Looking at the relatively clean-cut members of August Burns Red, you wouldn’t assume they were one of a top-selling metal band. Listening to the band’s super-distorted guitar tones, break-neck drum beats, and howling vocals on their latest album Leveler, you wouldn’t think they were dedicated, positive-minded Christians.

“We are a metal band, and metalcore is our sub-genre,” says guitarist Brent Rambler, speaking last week on the eve of the Lancaster, Pa.-based quintet’s current seven-week U.S. tour. “Luckily, a lot of people think that we sound different from most of the other bands in that scene. That’s huge. I guess we sound different because of the minds making the music.”

Rambler and his bandmates — guitarists J.B. Brubaker, bassist Dustin Davidson, drummer Matt Greiner, and singer Jake Luhrs — shrug at the ironies involved in being a Christian metal band. They let the songs speak to the audience in their own way.

“Lyrically, we always want to make it positive one way or the other so that people can relate,” Rambler says. “We don’t want people to be super bummed or down. We try to make it upbeat, whether it’s Christian-based or not.”

While Christian ideology inspires the group’s message, Rambler believes that musicianship and technique is just as vital to the band’s overall identity. He thinks they’ve achieved a healthy balance between the musical and religious sides of the situation — and the believers and non-believers in their audiences.

“We do have to walk a fine line,” Rambler says. “I think about 75 percent of our fanbase is secular. We don’t want to offend our secular fans and we don’t want to offend our Christian fans. We do our best to keep them all happy without somehow seeing fake about it, but it’s kind of hard to appease both sides.

“One fan might say, ‘I don’t want you to tour with that band because they cuss too much,’ and another fan might say, ‘I don’t want you to tour with that band because they preach too much from the stage,'” he adds. “We try to balance it out.”

Rambler grew up listing to contemporary punk rock, but he veered into metal when he started playing in professional bands. He formed August Burns Red in 2003 with Brubaker and Greiner. They were all still in high school.

Indie label CI Records released August Burns Red’s first EP, Looks Fragile After All. In 2005, they signed to Christian metal label Solid State Records and recorded their first full-length album, Thrill Seeker.

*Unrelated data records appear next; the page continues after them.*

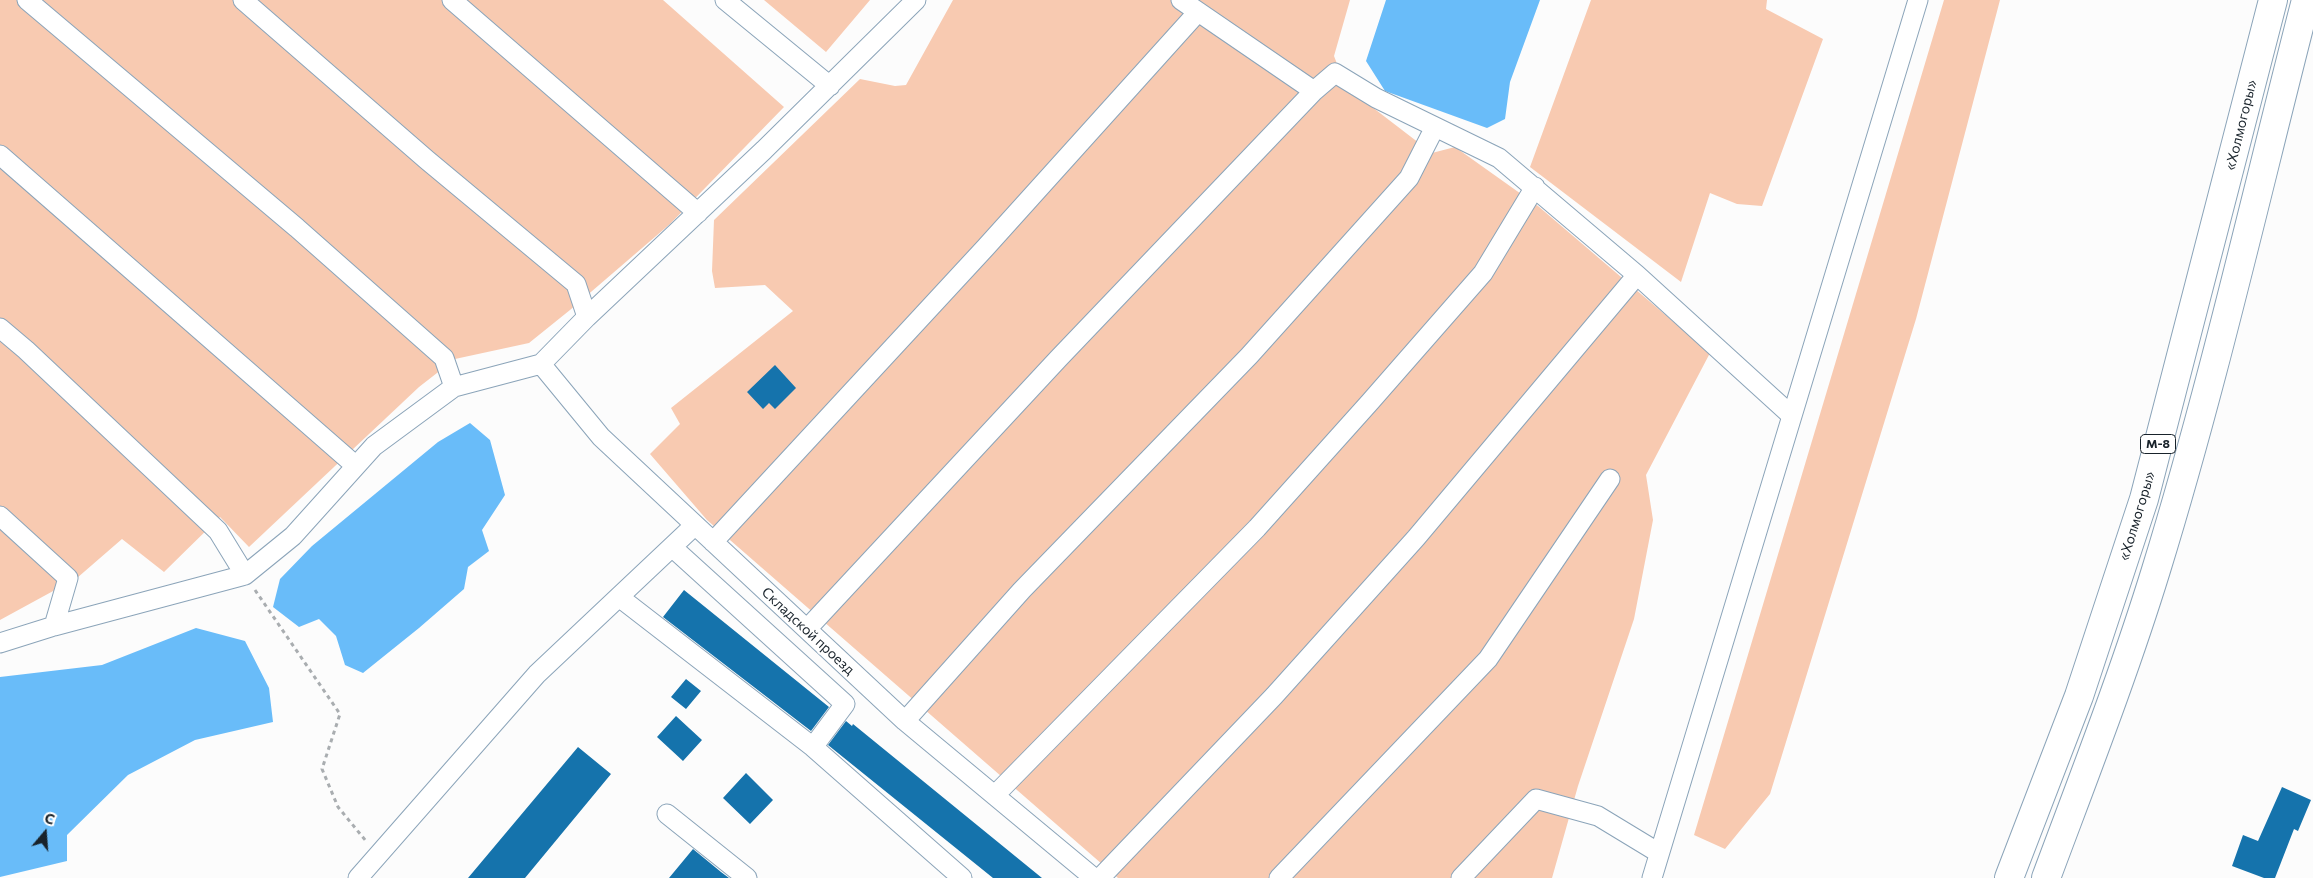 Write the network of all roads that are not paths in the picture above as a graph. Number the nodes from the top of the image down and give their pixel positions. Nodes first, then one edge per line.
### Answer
1 (27, 0) edge
2 (243, 0) edge
3 (452, 0) edge
4 (725, 0) edge
5 (916, 0) edge
6 (1181, 0) edge
7 (1918, 0) edge
8 (2273, 0) edge
9 (2306, 0) edge
10 (1197, 13) junction
11 (830, 86) junction
12 (1314, 92) junction
13 (1435, 127) junction
14 (0, 155) edge
15 (1534, 187) junction
16 (698, 213) junction
17 (1637, 275) junction
18 (587, 317) junction
19 (0, 328) edge
20 (541, 364) junction
21 (454, 386) junction
22 (1792, 416) junction
23 (356, 466) junction
24 (1610, 479) dead end
25 (0, 516) edge
26 (696, 525) junction
27 (713, 542) junction
28 (672, 547) junction
29 (245, 574) junction
30 (619, 597) junction
31 (54, 626) junction
32 (807, 629) junction
33 (0, 643) edge
34 (905, 721) junction
35 (813, 747) junction
36 (995, 795) junction
37 (667, 814) dead end
38 (1660, 853) junction
39 (358, 878) edge
40 (747, 878) edge
41 (962, 878) edge
42 (1094, 878) edge
43 (1100, 878) edge
44 (1279, 878) edge
45 (1460, 878) edge
46 (1652, 878) edge
47 (2009, 878) edge
48 (2046, 878) edge

1 - 21 street
2 - 18 street
3 - 16 street
4 - 11 street
5 - 11 street
6 - 10 street
7 - 22 street
8 - 47 highway, «Холмогоры» / М-8
9 - 48 highway, М-8
10 - 12 street
10 - 27 street
11 - 16 street
12 - 13 street
12 - 32 street
13 - 15 street
13 - 34 street
14 - 23 street
15 - 17 street
15 - 36 street
16 - 18 street
17 - 22 street
17 - 43 street
18 - 20 street
19 - 29 street
20 - 21 street
20 - 26 street, Складской проезд
21 - 23 street
22 - 38 street
23 - 29 street
24 - 44 street
25 - 31 street
26 - 27 street, Складской проезд
26 - 28 street
27 - 32 street, Складской проезд
28 - 30 street
28 - 35 street
29 - 31 street
30 - 35 street
30 - 39 street
31 - 33 street
32 - 34 street, Складской проезд
34 - 36 street, Складской проезд
35 - 41 street
36 - 42 street, Складской проезд
37 - 40 street
38 - 45 street
38 - 46 street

Their second album, 2007’s Messengers, welcomed a new lead singer, Jake Luhrs.

The lineup has been solid for five years. “The main thing we wanted was a group of people who could be able to tour heavily at any time,” Rambler says. “We went through a pretty rigorous process to find the two latest members [Luhrs and Davidson]. It’s a tight group now. There’s that level of adrenaline that hits us when we get ready to go on stage — it hits us and goes by like a whirlwind. Our fanbase is energetic, so it’s easy to go on stage and have fun every night.”

On and off the road, Luhrs and Greiner stay heavily involved in YourLife Ministries, a nonprofit organization. Luhrs and others express spiritual ideas, religious experiences, and life stories with fans. Both bandmates put time and effort into sharing the ministry with fans before and after shows as well.

Rambler and the rest of band support their colleague’s efforts, but they’re not yet compelled to follow their lead.

“They do great work through it — and more power to them,” Rambler says. “It’s just not what I’m called to do right now.”

Some fans contend that it’s every band member’s duty to witness and preach to fans and others. Rambler doesn’t quite see it that way.

“Fans might say that we’re in a great position to change peoples’ lives through Christianity, but tell them that’s not exactly why I’m out here,” he says. “They say, ‘Well, don’t you think it should be?’ and I say to them, ‘Well, do you go to your job and tell 20 other people you work with everyday that they should be Christian?’ They have the same platform as I do; I just have more people around me. Not everybody in the world who’s a Christian is going to be called to evangelize.”

Performing heavy, tight, energetic shows for their fans still seems to be the August Burns Red’s main priority. They’ve toured almost continuously around North America, Europe, and Australia since the release of Leveler last spring. They spent most of the summer of 2011 as a main stage act on the Van’s Warped Tour. The winter and spring schedule looks just as busy.

“We’re going for quality over quantity, but it’s still a lot of travel and work,” Rambler says. “Staying healthy on the road is huge. It’s physically challenging to play hard every night. I’ve been going to the gym every day, just trying to get ready to go out and head-bang for an hour and a half every night. Ultimately, for us, it’s mostly about going out there and playing our music. As long as these kids like our band, I’m happy.”